### WHAT THE TASK ASKS
Retype each entry exactly. Skip any pictures.

### EXTRACTED INFORMATION

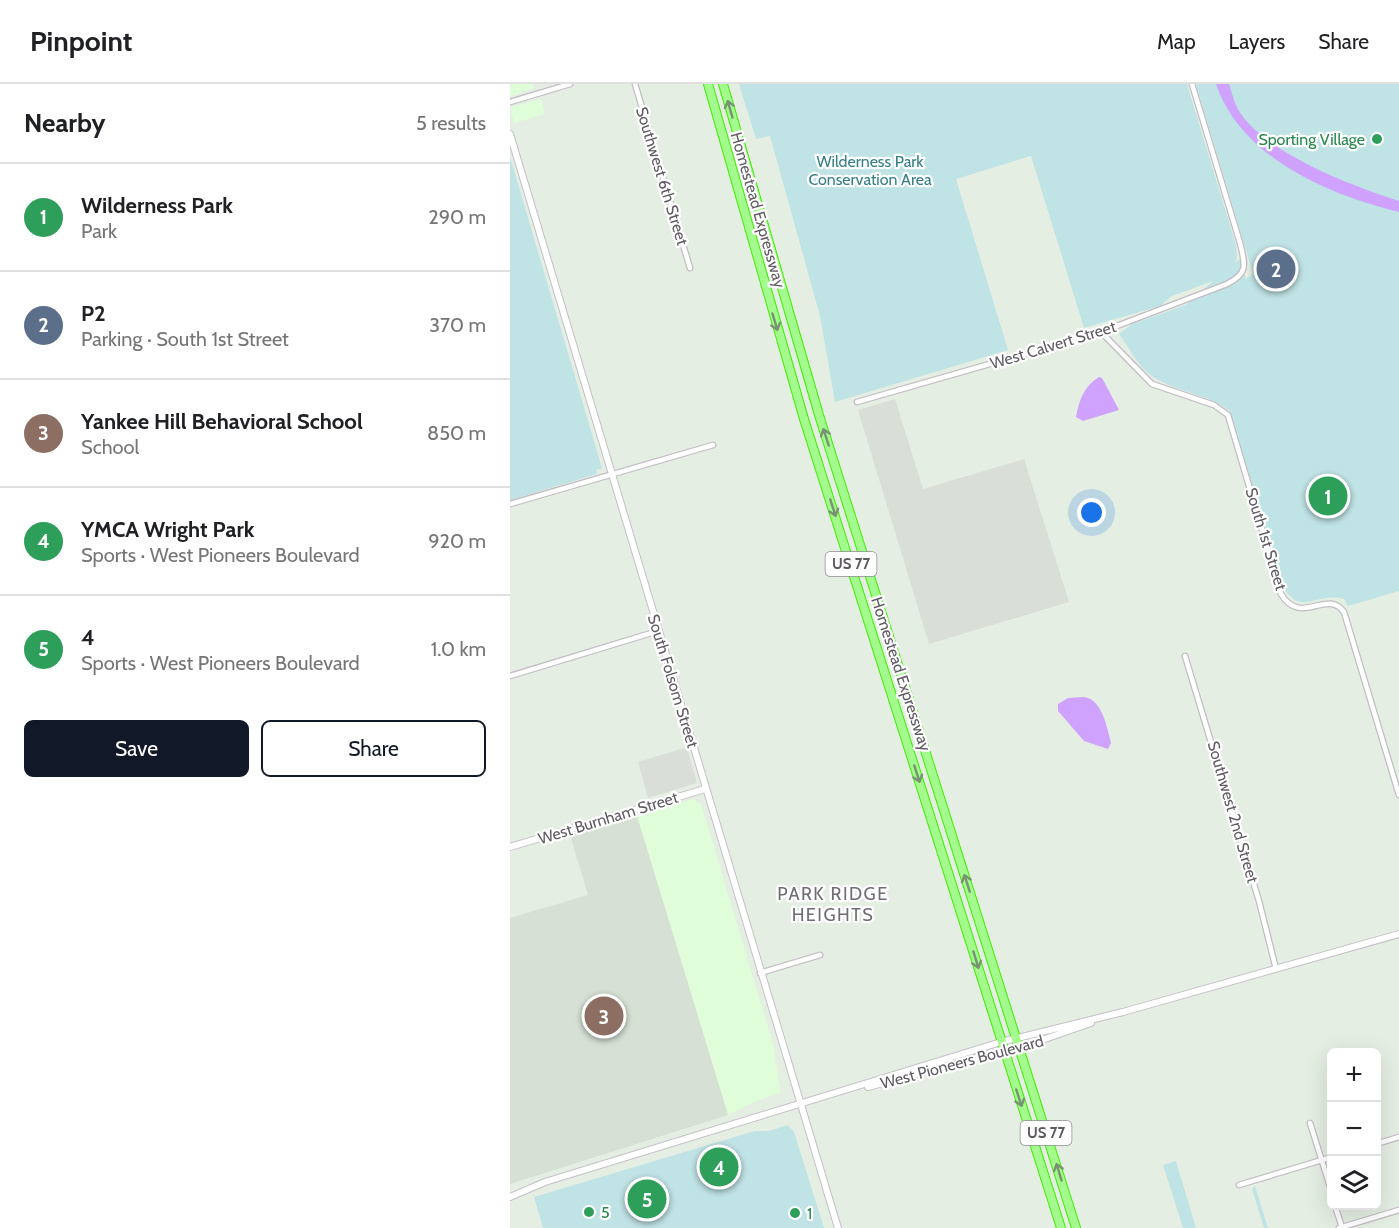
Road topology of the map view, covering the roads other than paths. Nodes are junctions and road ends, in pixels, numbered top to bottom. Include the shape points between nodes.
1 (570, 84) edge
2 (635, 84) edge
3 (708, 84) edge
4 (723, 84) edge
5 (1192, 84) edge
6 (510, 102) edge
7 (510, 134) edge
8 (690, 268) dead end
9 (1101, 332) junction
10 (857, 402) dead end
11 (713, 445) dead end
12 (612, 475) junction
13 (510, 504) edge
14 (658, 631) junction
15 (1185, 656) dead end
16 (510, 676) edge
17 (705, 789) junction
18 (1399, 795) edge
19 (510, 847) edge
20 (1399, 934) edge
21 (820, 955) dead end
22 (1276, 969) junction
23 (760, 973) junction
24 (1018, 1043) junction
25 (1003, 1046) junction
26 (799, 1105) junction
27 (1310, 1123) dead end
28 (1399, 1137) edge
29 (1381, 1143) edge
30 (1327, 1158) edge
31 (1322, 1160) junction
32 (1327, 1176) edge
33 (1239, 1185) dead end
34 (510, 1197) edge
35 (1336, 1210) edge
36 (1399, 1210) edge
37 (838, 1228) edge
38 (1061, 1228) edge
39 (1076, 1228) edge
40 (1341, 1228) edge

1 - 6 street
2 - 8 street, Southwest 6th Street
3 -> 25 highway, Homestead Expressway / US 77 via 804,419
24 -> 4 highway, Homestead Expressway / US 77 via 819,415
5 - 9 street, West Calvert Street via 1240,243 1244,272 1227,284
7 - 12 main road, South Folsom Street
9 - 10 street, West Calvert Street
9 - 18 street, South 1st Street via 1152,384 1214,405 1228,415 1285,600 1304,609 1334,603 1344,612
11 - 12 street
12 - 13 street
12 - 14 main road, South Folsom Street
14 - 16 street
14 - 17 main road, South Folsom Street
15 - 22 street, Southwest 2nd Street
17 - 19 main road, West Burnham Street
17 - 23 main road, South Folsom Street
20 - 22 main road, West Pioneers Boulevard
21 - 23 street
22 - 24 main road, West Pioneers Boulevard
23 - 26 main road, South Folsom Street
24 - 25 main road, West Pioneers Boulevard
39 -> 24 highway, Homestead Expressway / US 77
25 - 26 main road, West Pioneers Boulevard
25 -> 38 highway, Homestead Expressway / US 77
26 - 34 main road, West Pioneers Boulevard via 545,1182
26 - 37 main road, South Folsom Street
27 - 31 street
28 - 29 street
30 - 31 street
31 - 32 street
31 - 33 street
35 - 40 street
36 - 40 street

### YOUR RESPONSE
Road topology of the map view, covering the roads other than paths. Nodes are junctions and road ends, in pixels, numbered top to bottom. Include the shape points between nodes.
1 (570, 84) edge
2 (635, 84) edge
3 (708, 84) edge
4 (723, 84) edge
5 (1192, 84) edge
6 (510, 102) edge
7 (510, 134) edge
8 (690, 268) dead end
9 (1101, 332) junction
10 (857, 402) dead end
11 (713, 445) dead end
12 (612, 475) junction
13 (510, 504) edge
14 (658, 631) junction
15 (1185, 656) dead end
16 (510, 676) edge
17 (705, 789) junction
18 (1399, 795) edge
19 (510, 847) edge
20 (1399, 934) edge
21 (820, 955) dead end
22 (1276, 969) junction
23 (760, 973) junction
24 (1018, 1043) junction
25 (1003, 1046) junction
26 (799, 1105) junction
27 (1310, 1123) dead end
28 (1399, 1137) edge
29 (1381, 1143) edge
30 (1327, 1158) edge
31 (1322, 1160) junction
32 (1327, 1176) edge
33 (1239, 1185) dead end
34 (510, 1197) edge
35 (1336, 1210) edge
36 (1399, 1210) edge
37 (838, 1228) edge
38 (1061, 1228) edge
39 (1076, 1228) edge
40 (1341, 1228) edge

1 - 6 street
2 - 8 street, Southwest 6th Street
3 -> 25 highway, Homestead Expressway / US 77 via 804,419
24 -> 4 highway, Homestead Expressway / US 77 via 819,415
5 - 9 street, West Calvert Street via 1240,243 1244,272 1227,284
7 - 12 main road, South Folsom Street
9 - 10 street, West Calvert Street
9 - 18 street, South 1st Street via 1152,384 1214,405 1228,415 1285,600 1304,609 1334,603 1344,612
11 - 12 street
12 - 13 street
12 - 14 main road, South Folsom Street
14 - 16 street
14 - 17 main road, South Folsom Street
15 - 22 street, Southwest 2nd Street
17 - 19 main road, West Burnham Street
17 - 23 main road, South Folsom Street
20 - 22 main road, West Pioneers Boulevard
21 - 23 street
22 - 24 main road, West Pioneers Boulevard
23 - 26 main road, South Folsom Street
24 - 25 main road, West Pioneers Boulevard
39 -> 24 highway, Homestead Expressway / US 77
25 - 26 main road, West Pioneers Boulevard
25 -> 38 highway, Homestead Expressway / US 77
26 - 34 main road, West Pioneers Boulevard via 545,1182
26 - 37 main road, South Folsom Street
27 - 31 street
28 - 29 street
30 - 31 street
31 - 32 street
31 - 33 street
35 - 40 street
36 - 40 street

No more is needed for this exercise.